Research Article: Six-month follow up of a randomized clinical trial-phase I study in Indonesian adults and children: Safety and immunogenicity of Salmonella typhi polysaccharide-diphtheria toxoid (Vi-DT) conjugate vaccine

Date Published: February 13, 2019

Publisher: Public Library of Science

Author(s): Bernie Endyarni Medise, Soedjatmiko Soedjatmiko, Iris Rengganis, Hartono Gunardi, Rini Sekartini, Sukamto Koesno, Hindra Irawan Satari, Sri Rezeki Hadinegoro, Jae Seung Yang, Jean-Louis Excler, Sushant Sahastrabuddhe, Mita Puspita, Rini Mulia Sari, Novilia Sjafri Bachtiar, Ray Borrow.


There is a high global incidence of typhoid fever, with an annual mortality rate of 200,000 deaths. Typhoid fever also affects younger children, particularly in resource-limited settings in endemic countries. Typhoid vaccination is an important prevention tool against typhoid fever. However, the available polysaccharide typhoid vaccines are not recommended for children under 2 years of age. A new typhoid conjugate Vi-diphtheria toxoid (Vi-DT) vaccine has been developed for infant immunization. We aimed to define the safety and immunogenicity of the Vi-DT vaccine among adults and children in Indonesia.

An observational, blinded, comparative, randomized, phase I safety study in two age de-escalating cohorts was conducted in East Jakarta, Indonesia, from April 2017 to February 2018. We enrolled 100 healthy subjects in 2 age groups: adults and children (18–40 and 2–5 years old). These groups were randomized into study groups (Vi-DT vaccine), and comparator groups (Vi-polysaccharide (Vi-PS) vaccine and another additional vaccine) which was administered in 4 weeks apart. Subjects were followed up to six months.
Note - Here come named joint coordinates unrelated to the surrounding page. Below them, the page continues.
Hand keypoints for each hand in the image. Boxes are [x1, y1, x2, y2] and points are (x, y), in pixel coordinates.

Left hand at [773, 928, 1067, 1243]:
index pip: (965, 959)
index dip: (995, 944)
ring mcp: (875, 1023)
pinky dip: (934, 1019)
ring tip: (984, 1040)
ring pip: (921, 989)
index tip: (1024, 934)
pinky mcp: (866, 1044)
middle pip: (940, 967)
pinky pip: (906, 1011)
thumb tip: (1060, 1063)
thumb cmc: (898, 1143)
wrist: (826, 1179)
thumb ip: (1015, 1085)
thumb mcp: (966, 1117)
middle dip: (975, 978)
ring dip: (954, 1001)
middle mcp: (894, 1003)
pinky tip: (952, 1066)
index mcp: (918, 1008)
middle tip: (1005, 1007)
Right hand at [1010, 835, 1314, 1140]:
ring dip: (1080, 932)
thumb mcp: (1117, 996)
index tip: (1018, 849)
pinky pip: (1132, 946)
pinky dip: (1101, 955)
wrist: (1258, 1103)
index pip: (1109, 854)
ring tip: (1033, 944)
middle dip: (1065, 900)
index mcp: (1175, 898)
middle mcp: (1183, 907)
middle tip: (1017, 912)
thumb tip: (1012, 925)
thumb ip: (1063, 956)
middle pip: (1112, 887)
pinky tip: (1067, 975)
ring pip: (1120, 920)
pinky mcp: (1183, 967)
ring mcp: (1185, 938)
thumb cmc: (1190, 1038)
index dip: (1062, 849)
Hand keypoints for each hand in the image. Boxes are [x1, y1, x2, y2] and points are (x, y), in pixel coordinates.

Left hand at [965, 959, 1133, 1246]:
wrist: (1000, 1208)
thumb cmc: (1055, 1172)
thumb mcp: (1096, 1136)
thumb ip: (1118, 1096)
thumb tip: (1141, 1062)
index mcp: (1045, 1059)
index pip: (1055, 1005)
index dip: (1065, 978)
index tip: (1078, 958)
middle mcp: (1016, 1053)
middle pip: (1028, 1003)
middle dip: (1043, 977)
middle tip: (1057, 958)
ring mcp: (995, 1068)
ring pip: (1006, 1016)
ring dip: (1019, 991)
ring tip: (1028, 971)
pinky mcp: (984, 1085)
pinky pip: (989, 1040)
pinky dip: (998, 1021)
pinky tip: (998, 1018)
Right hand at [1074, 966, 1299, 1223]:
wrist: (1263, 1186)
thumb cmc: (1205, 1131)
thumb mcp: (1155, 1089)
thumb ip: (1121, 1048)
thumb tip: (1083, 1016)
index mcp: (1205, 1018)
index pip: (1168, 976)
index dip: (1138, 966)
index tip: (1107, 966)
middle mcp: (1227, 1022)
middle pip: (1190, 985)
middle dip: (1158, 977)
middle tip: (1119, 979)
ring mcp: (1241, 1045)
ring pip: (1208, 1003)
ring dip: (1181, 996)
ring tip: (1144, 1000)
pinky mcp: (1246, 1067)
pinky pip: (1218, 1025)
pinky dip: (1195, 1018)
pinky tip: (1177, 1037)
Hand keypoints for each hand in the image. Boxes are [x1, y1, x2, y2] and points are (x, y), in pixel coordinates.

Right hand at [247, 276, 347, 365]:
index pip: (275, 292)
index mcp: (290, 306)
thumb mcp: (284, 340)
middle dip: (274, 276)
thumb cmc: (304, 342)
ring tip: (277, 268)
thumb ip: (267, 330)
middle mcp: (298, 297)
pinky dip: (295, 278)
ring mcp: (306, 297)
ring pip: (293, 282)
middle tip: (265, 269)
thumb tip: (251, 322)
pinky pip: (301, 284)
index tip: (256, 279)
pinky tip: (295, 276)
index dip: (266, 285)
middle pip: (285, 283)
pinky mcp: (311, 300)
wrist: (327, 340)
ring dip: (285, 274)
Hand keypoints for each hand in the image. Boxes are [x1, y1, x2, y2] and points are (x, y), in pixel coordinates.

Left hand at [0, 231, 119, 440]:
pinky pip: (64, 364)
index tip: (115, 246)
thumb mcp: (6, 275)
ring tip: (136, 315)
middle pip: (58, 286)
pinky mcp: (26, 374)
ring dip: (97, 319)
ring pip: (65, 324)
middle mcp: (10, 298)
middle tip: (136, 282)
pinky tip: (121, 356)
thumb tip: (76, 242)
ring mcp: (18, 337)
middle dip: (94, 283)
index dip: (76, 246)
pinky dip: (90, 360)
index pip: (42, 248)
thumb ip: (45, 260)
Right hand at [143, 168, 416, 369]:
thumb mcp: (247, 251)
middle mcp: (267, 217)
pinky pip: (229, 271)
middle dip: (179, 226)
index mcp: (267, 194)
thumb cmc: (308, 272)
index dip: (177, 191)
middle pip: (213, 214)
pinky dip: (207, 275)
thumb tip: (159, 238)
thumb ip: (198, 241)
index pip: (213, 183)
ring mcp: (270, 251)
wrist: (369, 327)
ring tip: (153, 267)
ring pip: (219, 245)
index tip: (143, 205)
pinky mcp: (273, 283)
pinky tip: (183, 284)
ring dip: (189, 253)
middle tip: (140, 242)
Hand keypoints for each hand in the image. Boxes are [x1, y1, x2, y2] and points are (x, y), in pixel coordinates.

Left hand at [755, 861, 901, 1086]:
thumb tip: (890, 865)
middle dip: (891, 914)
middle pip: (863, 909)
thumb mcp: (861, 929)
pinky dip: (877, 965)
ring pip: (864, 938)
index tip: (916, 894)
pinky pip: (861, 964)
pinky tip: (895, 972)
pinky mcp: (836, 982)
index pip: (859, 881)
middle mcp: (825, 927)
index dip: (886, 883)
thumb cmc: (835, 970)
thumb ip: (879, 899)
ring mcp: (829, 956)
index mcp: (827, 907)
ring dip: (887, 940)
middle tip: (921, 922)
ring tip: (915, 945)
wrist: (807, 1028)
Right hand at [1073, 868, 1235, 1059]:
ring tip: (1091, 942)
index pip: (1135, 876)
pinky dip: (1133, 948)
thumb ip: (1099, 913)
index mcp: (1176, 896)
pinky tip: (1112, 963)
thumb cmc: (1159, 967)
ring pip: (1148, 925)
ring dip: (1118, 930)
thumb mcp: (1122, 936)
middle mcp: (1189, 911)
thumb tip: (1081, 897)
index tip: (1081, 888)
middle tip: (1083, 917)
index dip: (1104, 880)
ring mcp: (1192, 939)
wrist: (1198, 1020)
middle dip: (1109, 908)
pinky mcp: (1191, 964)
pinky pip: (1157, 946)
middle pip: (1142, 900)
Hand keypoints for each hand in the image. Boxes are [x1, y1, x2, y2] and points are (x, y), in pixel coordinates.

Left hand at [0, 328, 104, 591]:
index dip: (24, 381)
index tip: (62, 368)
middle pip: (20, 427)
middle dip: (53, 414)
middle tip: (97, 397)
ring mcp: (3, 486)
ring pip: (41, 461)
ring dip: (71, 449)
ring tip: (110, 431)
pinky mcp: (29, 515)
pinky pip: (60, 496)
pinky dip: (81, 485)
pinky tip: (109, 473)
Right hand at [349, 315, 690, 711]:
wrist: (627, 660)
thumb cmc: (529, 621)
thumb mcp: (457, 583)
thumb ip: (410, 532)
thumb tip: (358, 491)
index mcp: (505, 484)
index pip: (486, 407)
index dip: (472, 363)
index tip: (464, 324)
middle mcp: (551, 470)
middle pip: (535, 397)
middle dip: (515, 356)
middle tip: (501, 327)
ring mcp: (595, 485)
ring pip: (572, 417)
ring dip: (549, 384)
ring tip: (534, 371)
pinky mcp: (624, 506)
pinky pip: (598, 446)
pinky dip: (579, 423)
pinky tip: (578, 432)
One hundred healthy adults and children subjects completed the study. The Vi-DT and Vi-PS vaccines showed no difference in terms of intensity of any immediate local and systemic events within 30 minutes post-vaccination. Overall, pain was the most common local reaction, and muscle pain was the most common systemic reaction in the first 72 hours. No serious adverse events were deemed related to vaccine administration. The first and second doses of the Vi-DT vaccine induced seroconversion and higher geometric mean titers (GMT) in all subjects compared to that of baseline. However, in terms of GMT, the second dose of Vi-DT did not induce a booster response.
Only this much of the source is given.